Fried Pork Dumplings
For the filling
- 1 head of china cabbage
- 500 g minced pork
- 10-12 big tiger shrimp
- 3-4 garlic cloves
- Shredded ginger
- Sesame oil
- Chili sauce
- Soy sauce
Mix, and let sit for an hour or two
Start out with the cabbage. Remove any thick stocks, and chop the rest finely (don’t mince it, think shredded cheese).
Place the cabbage in a bowl, and strew about 2 tablespoons of fine salt over it. Turn it, and let it rest for at least half an hour. This will draw out most of the water in the cabbage!
While the cabbage rests, prepare the rest of the filling.
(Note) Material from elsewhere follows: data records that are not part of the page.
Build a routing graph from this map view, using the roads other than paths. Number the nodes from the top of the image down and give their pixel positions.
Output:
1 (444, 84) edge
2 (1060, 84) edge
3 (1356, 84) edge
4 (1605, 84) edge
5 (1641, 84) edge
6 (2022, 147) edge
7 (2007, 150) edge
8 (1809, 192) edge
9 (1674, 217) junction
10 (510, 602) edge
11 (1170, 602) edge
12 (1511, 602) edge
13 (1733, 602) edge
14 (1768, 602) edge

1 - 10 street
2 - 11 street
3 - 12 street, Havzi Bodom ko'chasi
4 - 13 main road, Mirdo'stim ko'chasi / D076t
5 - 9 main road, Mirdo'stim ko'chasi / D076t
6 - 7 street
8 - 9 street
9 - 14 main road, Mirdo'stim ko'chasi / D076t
The ingredients above are a guideline, if you like a lot of garlic, you add more garlic ect. (duh!). The shrimps are cut into chunks, usually 3-4 pieces a shrimp. Chop the garlic as fine as possible, as the chopping is said to preserve the taste better. As for the fluids, use 1-2 tbsp. of each
When the cabbage is done, put it in a cloth and wring out all the water. Add the dry-ish cabbage to the rest of the mixture, and mix well. The longer it gets to rest
Once the filling is all done, it’s time to fill the dumplings You can either make the wrappers yourself, or just buy them in the supermarket. Either works just fine.
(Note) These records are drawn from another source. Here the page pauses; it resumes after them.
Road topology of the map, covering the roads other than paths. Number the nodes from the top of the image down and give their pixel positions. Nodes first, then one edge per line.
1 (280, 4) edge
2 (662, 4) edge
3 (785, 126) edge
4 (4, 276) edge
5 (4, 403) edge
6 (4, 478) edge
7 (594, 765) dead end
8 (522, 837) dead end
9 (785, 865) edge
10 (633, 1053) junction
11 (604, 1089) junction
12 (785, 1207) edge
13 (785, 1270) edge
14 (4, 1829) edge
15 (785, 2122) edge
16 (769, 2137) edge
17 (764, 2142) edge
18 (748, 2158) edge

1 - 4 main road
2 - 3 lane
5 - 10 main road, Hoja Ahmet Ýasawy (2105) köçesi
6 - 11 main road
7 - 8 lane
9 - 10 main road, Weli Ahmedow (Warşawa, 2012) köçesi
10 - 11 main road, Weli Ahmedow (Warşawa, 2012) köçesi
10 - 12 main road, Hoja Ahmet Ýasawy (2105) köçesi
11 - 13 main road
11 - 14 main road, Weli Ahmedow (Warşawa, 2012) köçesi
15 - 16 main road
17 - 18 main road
Heat a frying pan with plenty of canola oil, and make sure you have a lid! Once the oil is hot, put the dumplings into the pan, folded side up. Fry until the underside has taken a little colour. Put the lid on, and quickly pour about 100 mL of water into the pan. Make sure the lid is closed, and wait for all the sputtering to die down.
Once all the water has once again evaporated, take the lid off, and finish the dumpling by turning them over so the top gets fried as well. Serve at once and enjoy with the home made dipping!